In 1879, Thomas Edison asked Corning to produce glass envelopes, or bulbs, for his newly invented incandescent lamp. Over the following years, the company changed lighting forever by creating a way to mass-produce the bulbs, making incandescent lights widely affordable.
In 1908, Corning officially became known for glass research when they opened the fourth industrial research laboratory in United States history.
At the turn of the 20th Century, railroads were facing a safety issue: glass signal-lamp globes often shattered from heat fluctuations. The solution? In 1912, Corning developed a borosilicate glass that combined strong resistance to heat with a low expansion rate. This new form of glass worked so well that the demand for replacement lanterns almost disappeared!

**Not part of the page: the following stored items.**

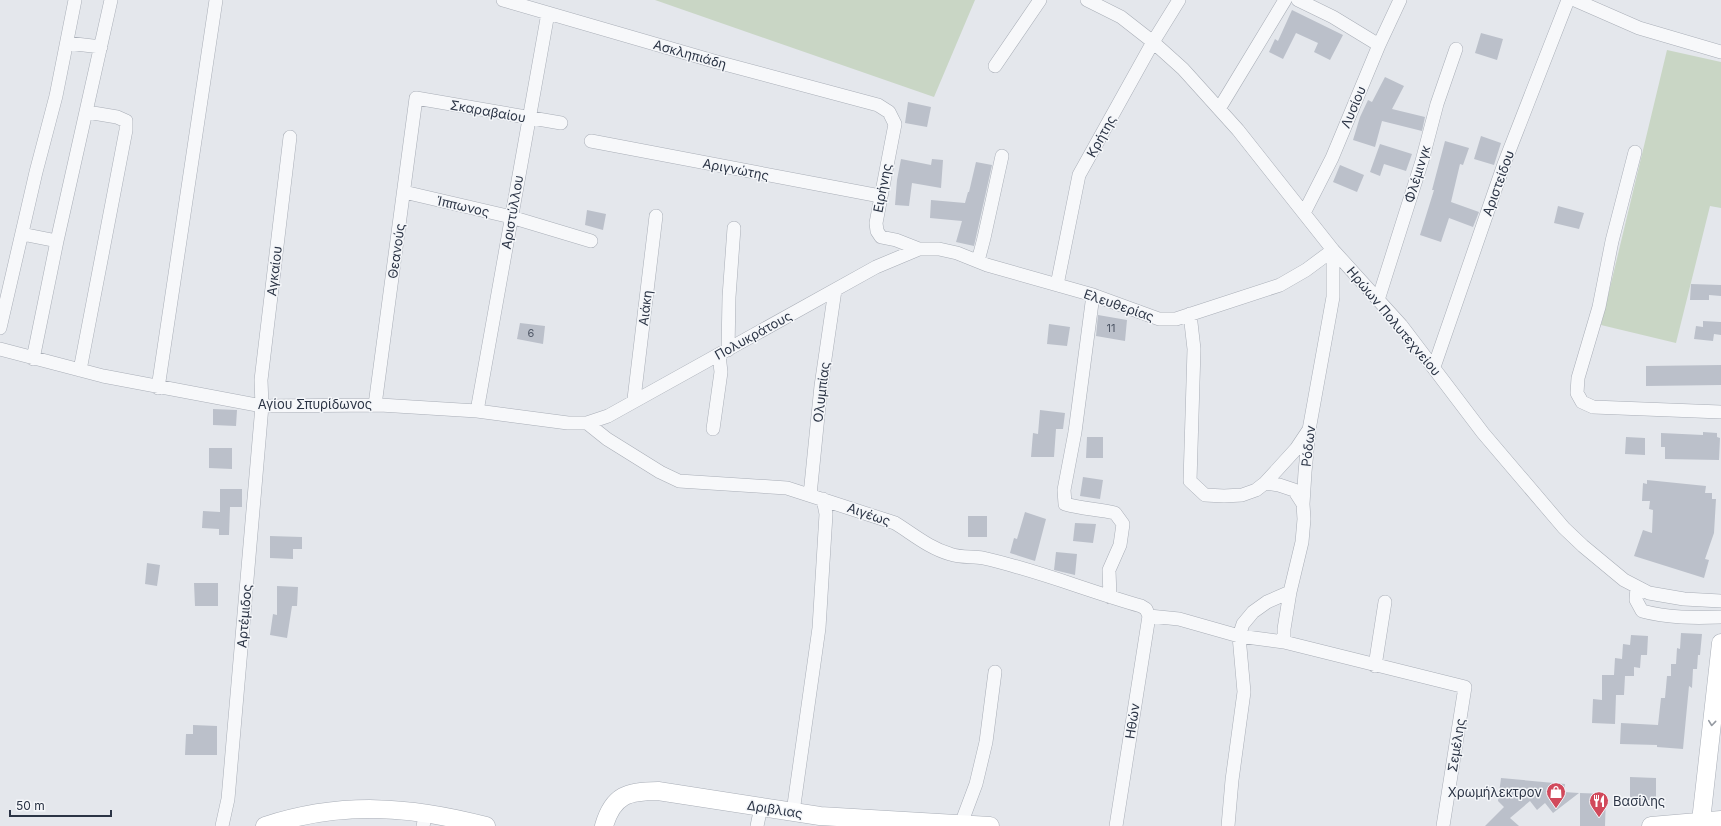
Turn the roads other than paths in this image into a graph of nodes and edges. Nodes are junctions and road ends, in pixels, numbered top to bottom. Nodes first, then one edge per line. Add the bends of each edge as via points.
1 (75, 0) edge
2 (111, 0) edge
3 (216, 0) edge
4 (503, 0) edge
5 (1040, 0) edge
6 (1087, 0) edge
7 (1179, 0) edge
8 (1285, 0) edge
9 (1298, 0) edge
10 (1400, 0) edge
11 (1568, 0) edge
12 (1575, 0) edge
13 (548, 13) junction
14 (1153, 42) junction
15 (67, 43) junction
16 (1379, 45) junction
17 (101, 47) junction
18 (1456, 49) dead end
19 (1721, 52) edge
20 (995, 66) dead end
21 (416, 98) joint
22 (878, 105) joint
23 (1219, 110) junction
24 (87, 112) junction
25 (529, 118) junction
26 (561, 123) dead end
27 (290, 137) dead end
28 (591, 140) dead end
29 (1634, 152) dead end
30 (1002, 156) dead end
31 (404, 192) junction
32 (880, 196) junction
33 (1304, 213) junction
34 (656, 216) dead end
35 (511, 218) junction
36 (734, 228) dead end
37 (22, 234) junction
38 (57, 241) junction
39 (591, 241) dead end
40 (919, 249) junction
41 (1334, 250) junction
42 (978, 261) junction
43 (1056, 285) junction
44 (835, 290) junction
45 (1093, 295) junction
46 (1378, 300) junction
47 (1190, 314) junction
48 (0, 328) edge
49 (0, 349) edge
50 (723, 352) junction
51 (33, 359) junction
52 (1434, 367) junction
53 (80, 370) junction
54 (158, 388) junction
55 (634, 399) junction
56 (375, 405) junction
57 (262, 406) junction
58 (477, 411) junction
59 (1721, 412) edge
60 (588, 423) junction
61 (713, 430) dead end
62 (1309, 430) junction
63 (1265, 483) junction
64 (810, 495) junction
65 (822, 499) junction
66 (1303, 504) junction
67 (1637, 587) junction
68 (1290, 592) junction
69 (1110, 597) junction
70 (1721, 601) edge
71 (1385, 602) dead end
72 (1148, 616) junction
73 (1721, 617) edge
74 (1239, 636) junction
75 (1284, 642) junction
76 (1721, 643) edge
77 (1375, 666) junction
78 (995, 672) dead end
79 (761, 807) junction
80 (794, 812) junction
81 (425, 819) edge
82 (1721, 820) edge
83 (1701, 821) junction
84 (961, 824) junction
85 (222, 826) edge
86 (265, 826) edge
87 (486, 826) edge
88 (604, 826) edge
89 (757, 826) edge
90 (990, 826) edge
91 (1116, 826) edge
92 (1228, 826) edge
93 (1443, 826) edge
94 (1651, 826) edge

1 - 15 street
2 - 17 street
3 - 54 street
4 - 13 street, Ασκληπιάδη
5 - 20 street
6 - 14 street, Ηρώων Πολυτεχνείου via 1120,17
7 - 14 street, Κρήτης
8 - 23 street
9 - 16 street via 1333,17
10 - 16 street, Λυσίου
11 - 52 street, Αριστείδου via 1504,164
12 - 19 street via 1639,28
13 - 22 street, Ασκληπιάδη
13 - 25 street, Αριστύλλου
14 - 23 street, Ηρώων Πολυτεχνείου via 1184,69
14 - 43 street, Κρήτης via 1079,175
15 - 17 street
15 - 37 street
16 - 33 street, Λυσίου via 1332,158
17 - 24 street
18 - 46 street, Φλέμινγκ
21 - 25 street, Σκαραβαίου
21 - 31 street, Θεανούς
22 - 32 street, Ειρήνης via 889,112 895,124
23 - 33 street, Ηρώων Πολυτεχνείου
24 - 38 street
24 - 53 street via 126,121 126,130
25 - 26 street, Σκαραβαίου
25 - 35 street, Αριστύλλου
27 - 57 street, Αγκαίου via 262,380
28 - 32 street, Αριγνώτης
29 - 59 street via 1599,307 1576,393 1582,402 1593,407
30 - 42 street
31 - 35 street, Ίππωνος
31 - 56 street, Θεανούς
32 - 40 street, Ειρήνης via 876,223 881,237
33 - 41 street, Ηρώων Πολυτεχνείου
34 - 55 street, Αιάκη
35 - 39 street, Ίππωνος
35 - 58 street, Αριστύλλου
36 - 50 street via 730,297
37 - 38 street
37 - 48 street
38 - 51 street
40 - 42 street, Ελευθερίας via 939,249
40 - 44 street, Πολυκράτους via 876,266
41 - 46 street, Ηρώων Πολυτεχνείου
41 - 47 street, Ελευθερίας via 1280,285
41 - 62 street, Ρόδων via 1333,297
42 - 43 street, Ελευθερίας
43 - 45 street, Ελευθερίας
44 - 50 street, Πολυκράτους
44 - 64 street, Ολυμπίας via 821,386
45 - 47 street, Ελευθερίας via 1158,318 1176,319
45 - 69 street via 1075,432 1064,490 1065,504 1079,509 1115,513 1122,524 1120,545 1109,570
46 - 52 street, Ηρώων Πολυτεχνείου
47 - 63 street via 1194,349 1190,481 1205,495 1224,496 1256,490
49 - 51 street, Αγίου Σπυρίδωνος
50 - 55 street, Πολυκράτους
50 - 61 street
51 - 53 street, Αγίου Σπυρίδωνος
52 - 67 street, Ηρώων Πολυτεχνείου via 1483,433 1564,528 1624,580
53 - 54 street, Αγίου Σπυρίδωνος
54 - 57 street, Αγίου Σπυρίδωνος
55 - 60 street, Πολυκράτους via 608,416
56 - 57 street, Αγίου Σπυρίδωνος
56 - 58 street, Αγίου Σπυρίδωνος
57 - 85 street, Αρτέμιδος via 228,799
58 - 60 street, Αγίου Σπυρίδωνος via 568,423
60 - 64 street, Αιγέως via 607,439 679,481 778,486
62 - 63 street via 1296,450
62 - 66 street, Ρόδων
63 - 66 street via 1294,490
64 - 65 street, Αιγέως
65 - 69 street, Αιγέως via 895,523 921,541 951,555 982,558 1035,572
65 - 80 street via 826,514 819,628
66 - 68 street, Ρόδων via 1302,542
67 - 70 street, Ηρώων Πολυτεχνείου via 1649,593 1677,598
67 - 73 street via 1636,600 1642,611 1658,616
68 - 74 street via 1267,602 1253,612 1242,624
68 - 75 street, Ρόδων
69 - 72 street, Αιγέως via 1141,606 1146,609
71 - 77 street
72 - 74 street via 1179,619
72 - 91 street, Ηθών
74 - 75 street
74 - 92 street via 1244,692
75 - 77 street
76 -> 83 street
77 - 93 street, Σεμέλης via 1465,687
78 - 84 street via 986,742 976,784
79 - 80 street, Δριβλιας
79 - 88 street, Δριβλιας via 658,791 640,791 626,794 616,802 610,808
79 - 89 street
80 - 84 street, Δριβλιας via 820,816
81 - 86 street via 377,808 327,811
81 - 87 street via 460,819
82 - 83 street
83 - 94 street
84 - 90 street, Δριβλιας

In 1913, Jesse Littleton, a Corning research physicist, brought home a sample of heat-resistant glass. His wife was amazed at how beautifully an experimental cake baked in it, and two years later, in 1915, Pyrex® cookware began taking the nation's kitchens by storm.
In 1934, Corning issued the largest piece of cast glass to be produced up to that time: the 200-inch Pyrex® mirror for Mount Palomar's Hale Telescope.
Shipboard dishes being smashed on rough seas was only a problem until the 1940's, when Corning developed durable, strengthened-glass tableware for the United States Navy.
As they had earlier done with incandescent lights, between 1947 and 1949 Corning helped make television affordable to greater number of people by mass-producing TV tubes and developing a centrifuge (spin) casting method for television funnels.
Bake it, chill it, drop it… it won't break! In 1952, Corning’s Dr. Donald Stookey discovered that photosensitive glass could be transitioned into glass ceramics. The company further developed Pyroceram in 1957, and ever since then, hardly a kitchen has gone without CorningWare®.
Corning began a long and lasting space career in 1961, when their heat-resistant windows and re-entry shields left the Earth's atmosphere as part of the Mercury spacecraft. Corning also helped make the Gemini and Apollo flights possible, and has continued to produce glass for every manned American spacecraft to date!
From the mid-sixties to the early 1970s, three Corning researchers worked to develop, and make constant improvements to, the technology for which their company is most well known today: fiber optics. The performance of Corning's optical fibers progressed so rapidly that engineers made the original product obsolete before it even had time to go on the market!
In 1972, Corning set a new standard for emissions control. A team of three Corning engineers invented a cellular ceramic substrate that is now used worldwide in automotive catalytic converters.